The naked man suddenly wailed with such anguish that he broke the hearts of his observers, and tears streaked down his temples and pooled on the soft leather of the couch.  The Bishop knelt beside the couch and grasped the naked man’s hand. 

The naked man, at last, fell silent.  The Bishop, still beside him, whispered in his ear.  The others watched the scene and saw the naked man nodding in response to questions posed sotto voce by the Bishop, who, to the surprise of the others, removed the crucifix from around his neck and pressed it into the palm of the naked man.  The naked man, with an almost serene expression, gazed endlessly past the spotlights at the place where the ceiling would have been, and clasped the crucifix in both hands against his chest.

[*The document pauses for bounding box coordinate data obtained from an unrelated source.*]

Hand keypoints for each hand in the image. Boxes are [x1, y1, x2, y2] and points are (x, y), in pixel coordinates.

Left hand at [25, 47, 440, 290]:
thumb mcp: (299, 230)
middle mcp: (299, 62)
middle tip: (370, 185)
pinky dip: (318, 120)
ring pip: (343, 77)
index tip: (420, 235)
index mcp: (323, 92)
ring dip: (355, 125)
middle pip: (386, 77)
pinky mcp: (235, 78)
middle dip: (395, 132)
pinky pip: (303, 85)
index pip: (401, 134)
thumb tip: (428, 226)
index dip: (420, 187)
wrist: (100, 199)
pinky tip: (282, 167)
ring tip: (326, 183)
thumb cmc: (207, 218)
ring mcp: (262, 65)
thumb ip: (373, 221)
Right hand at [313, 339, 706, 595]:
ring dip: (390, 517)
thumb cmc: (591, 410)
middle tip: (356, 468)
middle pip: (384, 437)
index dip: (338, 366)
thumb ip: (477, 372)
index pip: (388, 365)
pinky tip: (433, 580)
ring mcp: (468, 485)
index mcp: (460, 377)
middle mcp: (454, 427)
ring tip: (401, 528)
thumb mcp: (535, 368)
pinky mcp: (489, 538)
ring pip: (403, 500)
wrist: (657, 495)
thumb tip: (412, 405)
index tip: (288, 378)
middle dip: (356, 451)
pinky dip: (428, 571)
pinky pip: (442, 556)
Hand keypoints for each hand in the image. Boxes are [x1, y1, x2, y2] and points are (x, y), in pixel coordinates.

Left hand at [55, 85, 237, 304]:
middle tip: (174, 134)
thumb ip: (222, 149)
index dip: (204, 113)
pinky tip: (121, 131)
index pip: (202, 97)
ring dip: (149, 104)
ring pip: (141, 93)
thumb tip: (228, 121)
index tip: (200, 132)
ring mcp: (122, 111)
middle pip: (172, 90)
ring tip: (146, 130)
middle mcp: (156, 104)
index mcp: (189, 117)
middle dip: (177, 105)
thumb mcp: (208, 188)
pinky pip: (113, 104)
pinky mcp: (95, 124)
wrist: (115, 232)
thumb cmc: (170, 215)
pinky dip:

‘It’s time,’ the Judge said, and he left the room.  He returned a few minutes later and shook his head in response to the Professor’s pleading look.  The Professor took up his station opposite the Bishop, and the Judge his at the foot of the couch, from where he made his pronouncement.

‘At the order of the High Court and in accordance with the Human Cloning Act 2054 you will now be euthanized by lethal injection, this means of termination having been selected as the most humane.  You will feel no pain.’

The lights went out.  The three heard the naked man’s breathing quicken and intensify until it rasped in his throat. Then they heard the hum of the motor on the syringe pump beneath the couch.  The naked man’s taut muscles relaxed and his breathing slowed to a gentle stop.

The lights came on and the Judge and Professor left the room.  The Bishop, who lingered for a while in silence before the naked man, now at peace, retrieved only his jacket and followed the others.